The second optimization is quite simple and obvious: compiler groups several subsequent calls of template function, so size and indices are known for these steps in compile time, and checks of binary search look like sequence of
cmp, jmp, cmp, jmp
without any indexing math.PS. My test: https://ideone.com/AL5ZNd
Ah, so it is caching after all.
Think practical implementation of such binary search would look like this (but this particular optimization should cache last N calls instead if first ones) :https://codeforces.me/blog/entry/65278#comment-492839
But I couldn't prove the idea of cache locality via valgrind, so I didn't think in that direction. Can you elaborate on how to prove that such optimization improves L1 hits by some cpu counting tool?

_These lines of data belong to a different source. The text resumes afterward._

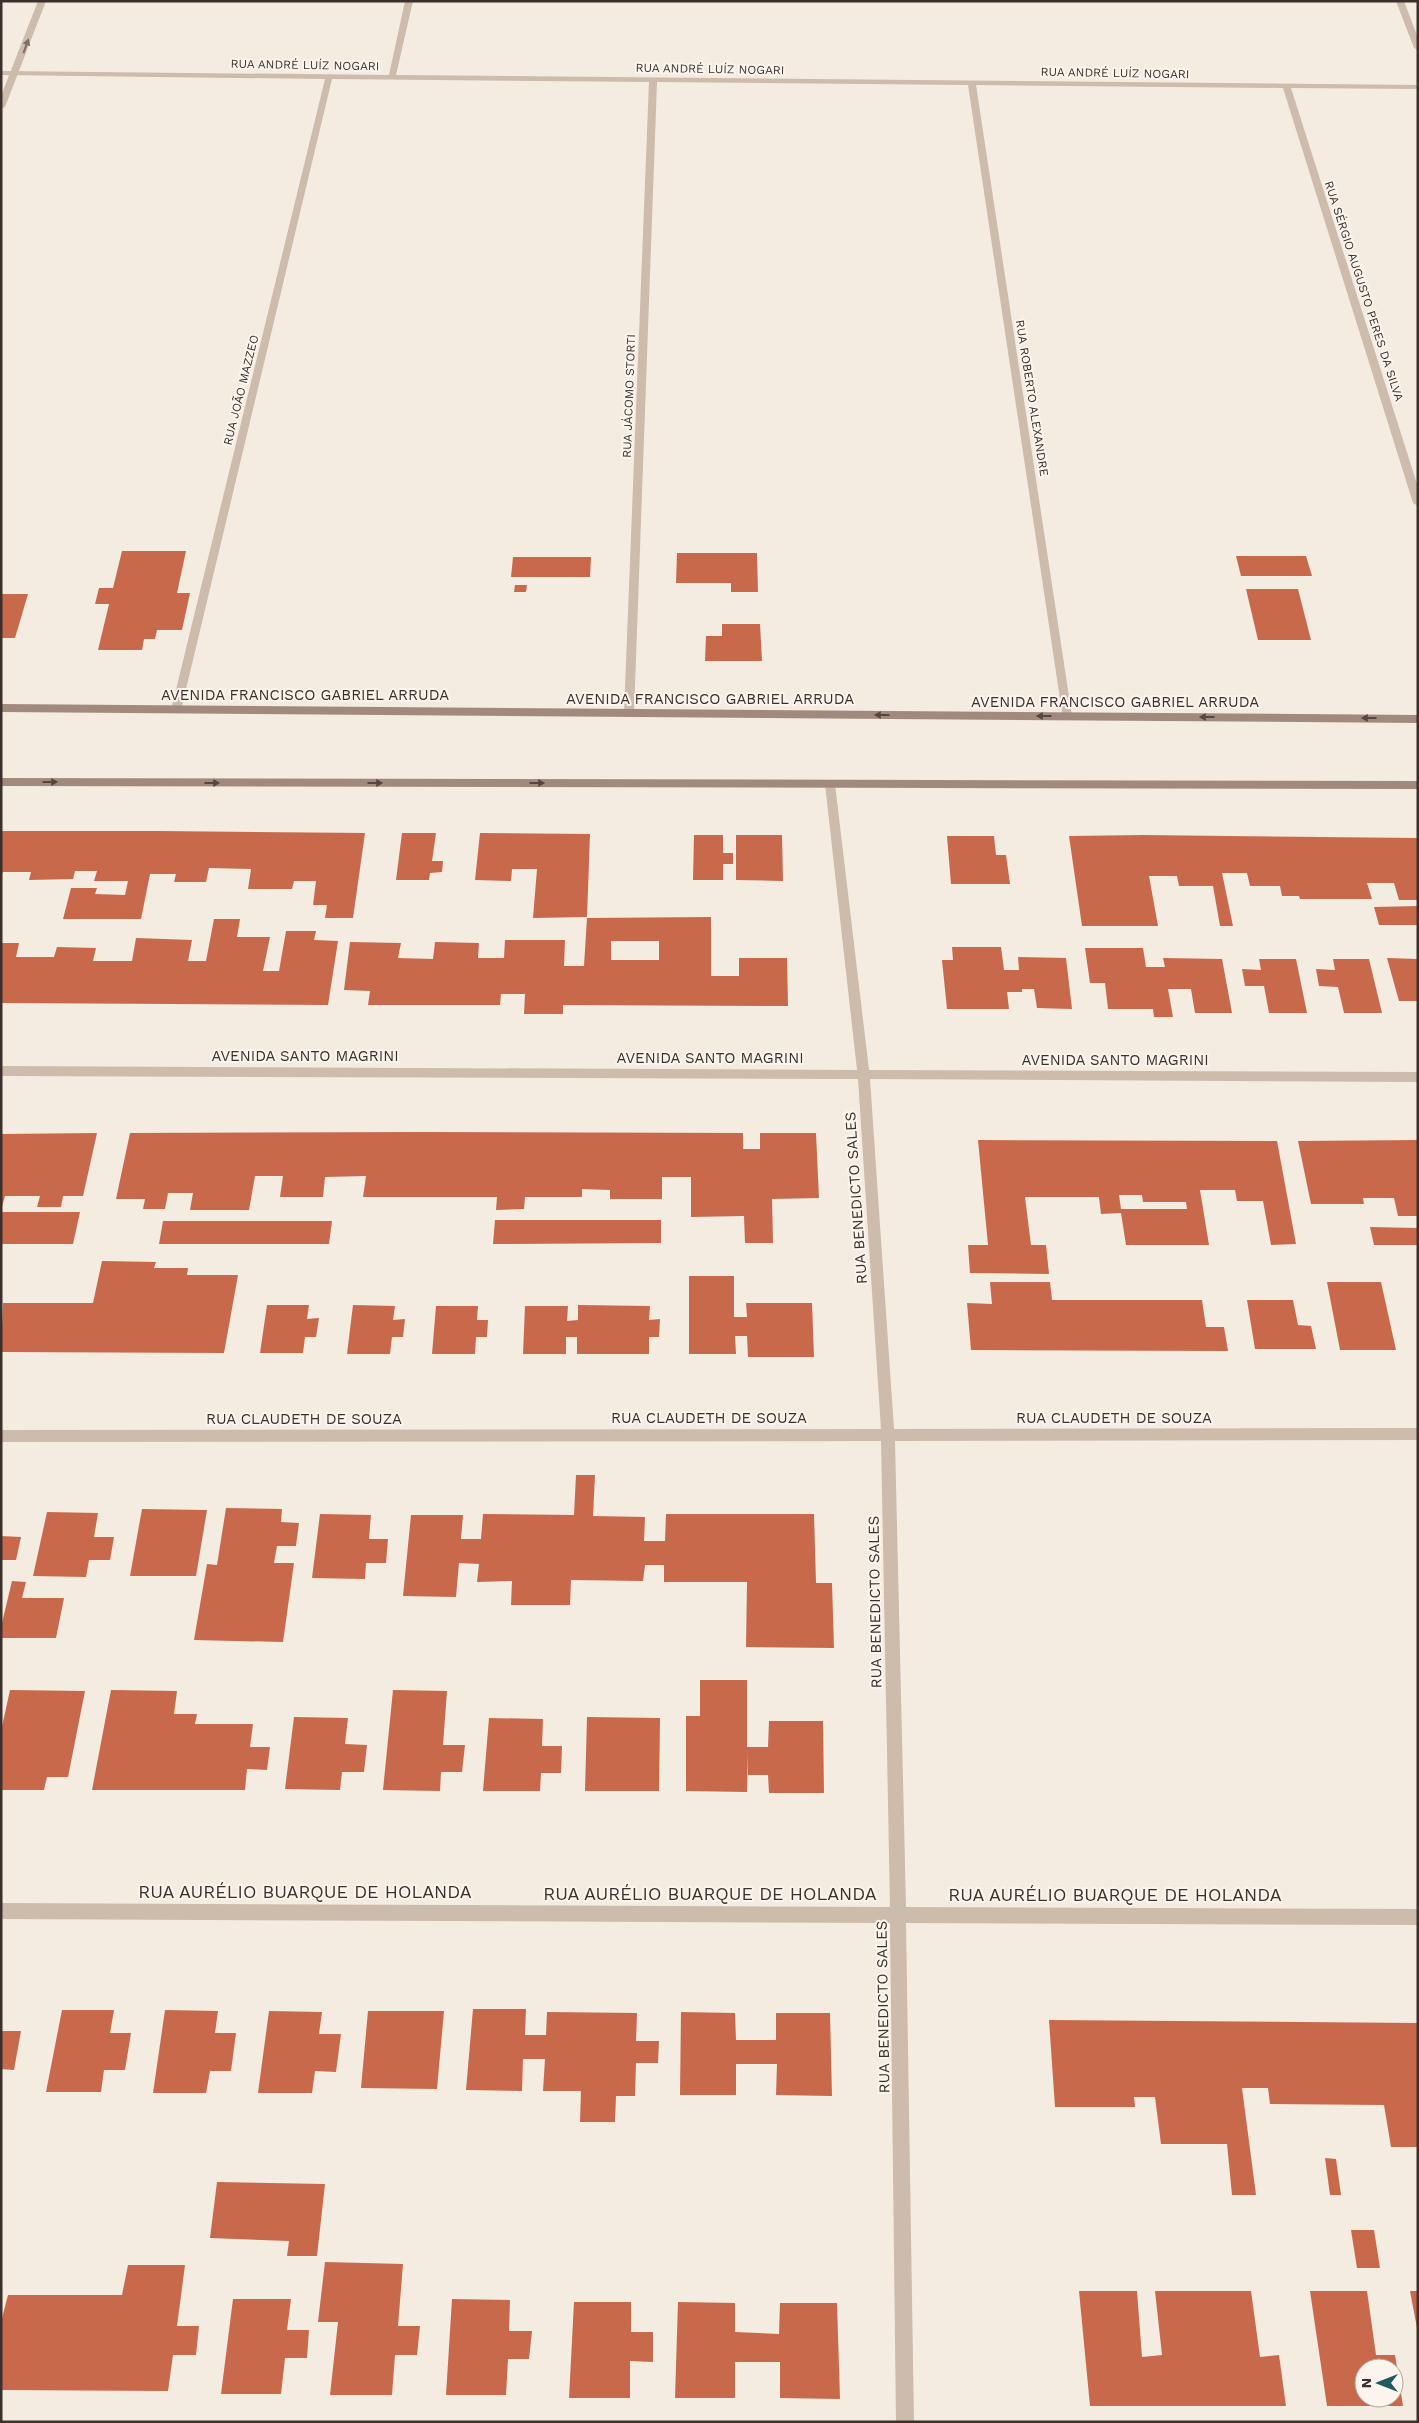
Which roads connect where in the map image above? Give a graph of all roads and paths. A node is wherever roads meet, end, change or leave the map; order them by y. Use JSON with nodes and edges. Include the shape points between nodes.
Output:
{"nodes":[{"id":1,"x":42,"y":1,"type":"edge"},
{"id":2,"x":409,"y":1,"type":"edge"},
{"id":3,"x":1400,"y":1,"type":"edge"},
{"id":4,"x":1418,"y":48,"type":"edge"},
{"id":5,"x":1,"y":73,"type":"edge"},
{"id":6,"x":16,"y":73,"type":"junction"},
{"id":7,"x":330,"y":76,"type":"junction"},
{"id":8,"x":392,"y":77,"type":"junction"},
{"id":9,"x":653,"y":79,"type":"junction"},
{"id":10,"x":972,"y":82,"type":"junction"},
{"id":11,"x":1286,"y":86,"type":"junction"},
{"id":12,"x":1418,"y":87,"type":"edge"},
{"id":13,"x":1,"y":108,"type":"edge"},
{"id":14,"x":1418,"y":503,"type":"edge"},
{"id":15,"x":1,"y":708,"type":"edge"},
{"id":16,"x":176,"y":710,"type":"junction"},
{"id":17,"x":629,"y":713,"type":"junction"},
{"id":18,"x":1067,"y":716,"type":"junction"},
{"id":19,"x":1418,"y":719,"type":"edge"},
{"id":20,"x":1,"y":782,"type":"edge"},
{"id":21,"x":830,"y":784,"type":"junction"},
{"id":22,"x":1418,"y":785,"type":"edge"},
{"id":23,"x":1,"y":1071,"type":"edge"},
{"id":24,"x":864,"y":1075,"type":"junction"},
{"id":25,"x":1418,"y":1077,"type":"edge"},
{"id":26,"x":888,"y":1434,"type":"junction"},
{"id":27,"x":1418,"y":1434,"type":"edge"},
{"id":28,"x":1,"y":1436,"type":"edge"},
{"id":29,"x":1,"y":1911,"type":"edge"},
{"id":30,"x":898,"y":1914,"type":"junction"},
{"id":31,"x":1418,"y":1917,"type":"edge"},
{"id":32,"x":905,"y":2422,"type":"edge"}],
"edges":[{"from":6,"to":1,"type":"street","one_way":true},
{"from":2,"to":8,"type":"street"},
{"from":3,"to":4,"type":"street"},
{"from":5,"to":6,"type":"street","name":"RUA ANDRÉ LUÍZ NOGARI"},
{"from":6,"to":7,"type":"street","name":"RUA ANDRÉ LUÍZ NOGARI"},
{"from":6,"to":13,"type":"street"},
{"from":7,"to":8,"type":"street","name":"RUA ANDRÉ LUÍZ NOGARI"},
{"from":7,"to":16,"type":"street","name":"RUA JOÃO MAZZEO"},
{"from":8,"to":9,"type":"street","name":"RUA ANDRÉ LUÍZ NOGARI"},
{"from":9,"to":10,"type":"street","name":"RUA ANDRÉ LUÍZ NOGARI"},
{"from":9,"to":17,"type":"street","name":"RUA JÁCOMO STORTI"},
{"from":10,"to":11,"type":"street","name":"RUA ANDRÉ LUÍZ NOGARI"},
{"from":10,"to":18,"type":"street","name":"RUA ROBERTO ALEXANDRE"},
{"from":11,"to":12,"type":"street","name":"RUA ANDRÉ LUÍZ NOGARI"},
{"from":11,"to":14,"type":"street","name":"RUA SÉRGIO AUGUSTO PERES DA SILVA"},
{"from":15,"to":16,"type":"main road","name":"AVENIDA FRANCISCO GABRIEL ARRUDA"},
{"from":16,"to":17,"type":"main road","name":"AVENIDA FRANCISCO GABRIEL ARRUDA"},
{"from":18,"to":17,"type":"main road","name":"AVENIDA FRANCISCO GABRIEL ARRUDA","one_way":true},
{"from":19,"to":18,"type":"main road","name":"AVENIDA FRANCISCO GABRIEL ARRUDA","one_way":true},
{"from":20,"to":21,"type":"main road","one_way":true},
{"from":21,"to":22,"type":"main road"},
{"from":21,"to":24,"type":"street","name":"RUA BENEDICTO SALES"},
{"from":23,"to":24,"type":"street","name":"AVENIDA SANTO MAGRINI"},
{"from":24,"to":25,"type":"street","name":"AVENIDA SANTO MAGRINI"},
{"from":24,"to":26,"type":"street","name":"RUA BENEDICTO SALES"},
{"from":26,"to":27,"type":"street","name":"RUA CLAUDETH DE SOUZA"},
{"from":26,"to":28,"type":"street","name":"RUA CLAUDETH DE SOUZA"},
{"from":26,"to":30,"type":"street","name":"RUA BENEDICTO SALES"},
{"from":29,"to":30,"type":"street","name":"RUA AURÉLIO BUARQUE DE HOLANDA"},
{"from":30,"to":31,"type":"street","name":"RUA AURÉLIO BUARQUE DE HOLANDA"},
{"from":30,"to":32,"type":"street","name":"RUA BENEDICTO SALES"}]}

You're right that there's caching, but it's not caused by allocating and copying to the stack, but by the fact that just accessing this memory puts it to L1 cache. The stack is good because it's often faster to compute addresses, memory access speed only depends on locality of the data you're accessing.
You are right and a little bit wrong in the same time =) Accessing the memory really puts it to L1 cache, but there is no guarantee that it will remain there. There is an optimization here exactly because of locality of copied data, so instead of accessing so sparsely located elements of 8 steps of binsearch, we do that on copied data, which is located densely. And it really doesn’t matter to us whether it is a stack memory or not, I just stated the fact of this case.
Actually we can use such optimization of binary search by ourselves, and it was described in this blog (only RU) 9 years ago. There, the author used three levels of data and got 60 percent speedup.
Yes, we're saying the same thing then. It just sounded like you said that the stack helps caching.
(Technically, data doesn't have to be densely packed to fit in cache. It just has to be packed on distinct cache lines — in practice, this is some requirement on lower bits of their addresses. This is architecture-dependent, so I guess the compiler makes sure it's not a concern.)